The plane had originally taken off that morning from Marrakesh in Morocco, en route to join the 8th Air Force at a base in England. A storm and a misleading radio report threw them off-course–there was no radar on the plane.
“They actually circled the town here in Clonakilty at midday when everyone was having their dinner and this enormous plane, it must have seemed like a space ship, was flying low around the town,” recalled local businessman Thomas Tupper who grew up listening to the story of Tojo and how he came to be in Clonakilty.

“People were terrified the plane might knock the spire off one of the churches. It headed out towards the sea and landed on a marsh.”

All passengers survived the landing uninjured on White’s Marsh between the mainland and the island of Inchydoney.
The crew of this aircraft, appropriately named “T’Ain’t a Bird” were unaware of where they had landed. Had they landed in German occupied France, or in Belgium, another theory, one held by navigator Cpt SB Hayes, was that they might be off the coast of Norway. All that captain, 1st Lt Willie Thomas, knew for sure was that the plane had run out of fuel.

UPON LANDING Sgt Guy Tice alighted from the plane and spotted local man, one Eddie Collins. “Do you speak English?” the American asked. As if to prolong the drama, Eddie simply gave a nod. “Where are we?” asked Sgt Tice, more urgently. To which Eddie replied with the immortal words: “You’re in Pat White’s Field — but if you want to take off again now I won’t say anything.”

As a crowd gathered, Collins directed the crew to O’Donovan’s Hotel, which was used as a temporary army barracks during the war, until their identities could be verified.
According to Tom O’Donovan, who has been involved in running the hotel since 1979, the forced landing “was always a source of fascination.”

“The plane flew around for an hour beforehand and the whole town was on high alert that something was going to happen,” he said. “Within minutes of them being down, all these guys arrived out of the town.”
The local interest was immediate, and continues to this day — one local resident, Tina Pisco, penned a novel in 1997, about the Americans and their West Cork escapade, entitled: “Only A Paper Moon.”

THE VISITORS provided some welcome relief and excitement to the war-rationed residents of Clonakilty.
The crew became ‘must-see curiosities’. Tina Pisco was even told that two men had cycled all the way from Glengarriff — roughly 65 km — to see the Americans.

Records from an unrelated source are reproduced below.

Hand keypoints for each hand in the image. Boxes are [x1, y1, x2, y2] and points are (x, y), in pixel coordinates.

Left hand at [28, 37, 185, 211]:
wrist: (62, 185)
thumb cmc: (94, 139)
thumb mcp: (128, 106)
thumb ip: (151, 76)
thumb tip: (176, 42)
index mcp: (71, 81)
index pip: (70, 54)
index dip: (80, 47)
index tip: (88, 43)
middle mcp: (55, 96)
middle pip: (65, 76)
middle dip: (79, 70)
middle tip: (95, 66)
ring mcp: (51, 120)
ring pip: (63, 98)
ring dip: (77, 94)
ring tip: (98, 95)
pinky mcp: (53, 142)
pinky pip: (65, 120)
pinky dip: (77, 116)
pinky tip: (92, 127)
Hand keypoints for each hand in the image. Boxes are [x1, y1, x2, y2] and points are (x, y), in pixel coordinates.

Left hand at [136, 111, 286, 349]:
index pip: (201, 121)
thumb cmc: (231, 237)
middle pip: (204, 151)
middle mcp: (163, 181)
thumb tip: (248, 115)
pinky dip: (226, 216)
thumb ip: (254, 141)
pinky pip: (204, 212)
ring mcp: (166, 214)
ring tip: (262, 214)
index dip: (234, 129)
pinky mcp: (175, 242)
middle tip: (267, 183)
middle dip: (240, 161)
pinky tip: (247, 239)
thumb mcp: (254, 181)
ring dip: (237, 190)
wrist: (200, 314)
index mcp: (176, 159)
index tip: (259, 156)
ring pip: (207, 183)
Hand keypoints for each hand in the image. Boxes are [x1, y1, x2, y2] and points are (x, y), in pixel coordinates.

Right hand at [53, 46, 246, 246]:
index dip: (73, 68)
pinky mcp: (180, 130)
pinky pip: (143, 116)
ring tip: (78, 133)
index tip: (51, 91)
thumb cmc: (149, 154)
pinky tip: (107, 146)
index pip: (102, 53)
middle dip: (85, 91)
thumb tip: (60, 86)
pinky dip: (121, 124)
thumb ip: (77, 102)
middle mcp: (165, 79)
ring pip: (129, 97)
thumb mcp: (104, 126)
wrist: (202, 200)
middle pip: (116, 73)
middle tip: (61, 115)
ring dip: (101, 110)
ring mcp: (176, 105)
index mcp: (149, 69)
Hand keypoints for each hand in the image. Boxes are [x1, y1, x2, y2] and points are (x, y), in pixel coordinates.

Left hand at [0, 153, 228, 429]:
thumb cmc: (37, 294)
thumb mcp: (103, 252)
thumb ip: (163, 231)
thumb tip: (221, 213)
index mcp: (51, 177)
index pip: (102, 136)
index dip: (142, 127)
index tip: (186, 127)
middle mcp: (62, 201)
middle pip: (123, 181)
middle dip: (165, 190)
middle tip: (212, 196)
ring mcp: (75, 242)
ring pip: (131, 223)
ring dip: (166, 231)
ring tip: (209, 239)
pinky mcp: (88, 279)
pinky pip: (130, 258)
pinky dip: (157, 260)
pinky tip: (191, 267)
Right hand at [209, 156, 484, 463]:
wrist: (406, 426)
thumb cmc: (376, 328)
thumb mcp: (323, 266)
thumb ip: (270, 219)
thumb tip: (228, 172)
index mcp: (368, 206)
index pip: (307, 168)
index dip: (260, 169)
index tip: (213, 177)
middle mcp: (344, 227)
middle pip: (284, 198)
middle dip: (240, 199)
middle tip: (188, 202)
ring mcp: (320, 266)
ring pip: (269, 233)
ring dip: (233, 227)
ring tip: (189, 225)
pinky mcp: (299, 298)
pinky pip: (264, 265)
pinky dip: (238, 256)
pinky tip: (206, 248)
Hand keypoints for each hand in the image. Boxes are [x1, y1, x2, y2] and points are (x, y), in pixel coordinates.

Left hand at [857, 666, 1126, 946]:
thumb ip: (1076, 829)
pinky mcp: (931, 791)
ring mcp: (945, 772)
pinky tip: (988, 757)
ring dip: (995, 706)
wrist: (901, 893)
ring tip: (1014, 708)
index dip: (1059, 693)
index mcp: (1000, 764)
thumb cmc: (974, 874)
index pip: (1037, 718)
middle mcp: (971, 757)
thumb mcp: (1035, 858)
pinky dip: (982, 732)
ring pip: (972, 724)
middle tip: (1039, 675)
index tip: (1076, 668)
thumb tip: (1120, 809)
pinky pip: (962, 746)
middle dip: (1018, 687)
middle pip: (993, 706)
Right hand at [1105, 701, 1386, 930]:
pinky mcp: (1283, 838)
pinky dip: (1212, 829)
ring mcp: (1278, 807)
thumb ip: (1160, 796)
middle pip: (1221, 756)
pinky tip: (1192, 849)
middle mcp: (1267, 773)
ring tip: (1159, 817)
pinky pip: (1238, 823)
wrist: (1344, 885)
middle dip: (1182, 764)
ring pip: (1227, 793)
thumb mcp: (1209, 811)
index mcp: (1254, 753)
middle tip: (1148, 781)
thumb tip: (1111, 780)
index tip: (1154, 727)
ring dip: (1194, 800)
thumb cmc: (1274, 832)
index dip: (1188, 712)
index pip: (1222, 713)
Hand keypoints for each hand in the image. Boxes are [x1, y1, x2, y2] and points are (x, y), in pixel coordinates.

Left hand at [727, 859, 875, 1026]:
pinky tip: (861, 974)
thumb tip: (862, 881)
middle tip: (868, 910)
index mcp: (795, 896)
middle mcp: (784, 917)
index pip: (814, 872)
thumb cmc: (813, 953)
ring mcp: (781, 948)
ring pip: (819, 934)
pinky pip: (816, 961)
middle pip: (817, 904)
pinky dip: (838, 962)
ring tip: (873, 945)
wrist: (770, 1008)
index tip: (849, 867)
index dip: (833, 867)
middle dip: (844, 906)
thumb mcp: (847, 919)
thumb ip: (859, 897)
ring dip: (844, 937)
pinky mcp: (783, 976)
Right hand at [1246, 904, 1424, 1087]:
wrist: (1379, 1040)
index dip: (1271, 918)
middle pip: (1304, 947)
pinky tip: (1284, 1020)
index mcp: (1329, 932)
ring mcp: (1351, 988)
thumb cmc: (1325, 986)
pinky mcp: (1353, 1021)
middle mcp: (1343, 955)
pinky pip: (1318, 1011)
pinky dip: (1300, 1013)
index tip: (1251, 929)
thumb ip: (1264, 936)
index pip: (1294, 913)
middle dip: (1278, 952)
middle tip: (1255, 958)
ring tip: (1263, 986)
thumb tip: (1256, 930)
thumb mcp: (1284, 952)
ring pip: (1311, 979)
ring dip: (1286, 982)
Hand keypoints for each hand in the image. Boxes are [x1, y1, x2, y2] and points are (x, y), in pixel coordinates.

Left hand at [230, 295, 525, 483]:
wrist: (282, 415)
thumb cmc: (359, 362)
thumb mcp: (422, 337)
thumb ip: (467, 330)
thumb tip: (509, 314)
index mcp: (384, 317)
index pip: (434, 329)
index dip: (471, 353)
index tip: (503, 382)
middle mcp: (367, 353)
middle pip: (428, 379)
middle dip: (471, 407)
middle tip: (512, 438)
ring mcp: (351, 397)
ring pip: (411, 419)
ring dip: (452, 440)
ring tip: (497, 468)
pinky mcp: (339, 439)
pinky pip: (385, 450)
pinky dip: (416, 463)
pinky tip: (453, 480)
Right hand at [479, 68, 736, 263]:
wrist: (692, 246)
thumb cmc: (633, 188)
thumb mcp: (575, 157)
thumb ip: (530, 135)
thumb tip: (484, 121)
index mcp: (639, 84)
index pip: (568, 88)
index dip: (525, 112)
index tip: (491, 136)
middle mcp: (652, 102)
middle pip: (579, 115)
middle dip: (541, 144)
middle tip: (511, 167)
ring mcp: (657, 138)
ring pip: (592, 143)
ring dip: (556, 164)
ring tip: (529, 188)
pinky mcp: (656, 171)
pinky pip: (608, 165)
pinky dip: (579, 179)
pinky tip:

Another novelty was Tojo the spider monkey, who, thanks to the dark rims around his eyes was named by the U.S. crewmen after the bespectacled Japanese Prime Minister Hideki Tojo.

“There was a sort of carnival atmosphere for days,” recalled Dena O’Donavan, of O’Donavan’s Hotel. “People took time off work to go to see this massive plane and the airmen were like celebrities.”
“But none were as famous as Tojo. No-one had ever seen a monkey, so he was treated very well indeed.”
During their stay, the US airmen were able to reciprocate the warm Irish welcome they received by sharing with their hosts the 36 bottles of rum from the plane.

“The Americans were a particular hit with the local ladies,” recalled Ms O’Donovan, whose hotel has been in the family for six generations, and was run by her father Thomas and his sister Bernie when the American visitors arrived.
She added that the family has continued to find mementos in the hotel over the years from that visit–including a lighter with a US military emblem and their Air Force wings.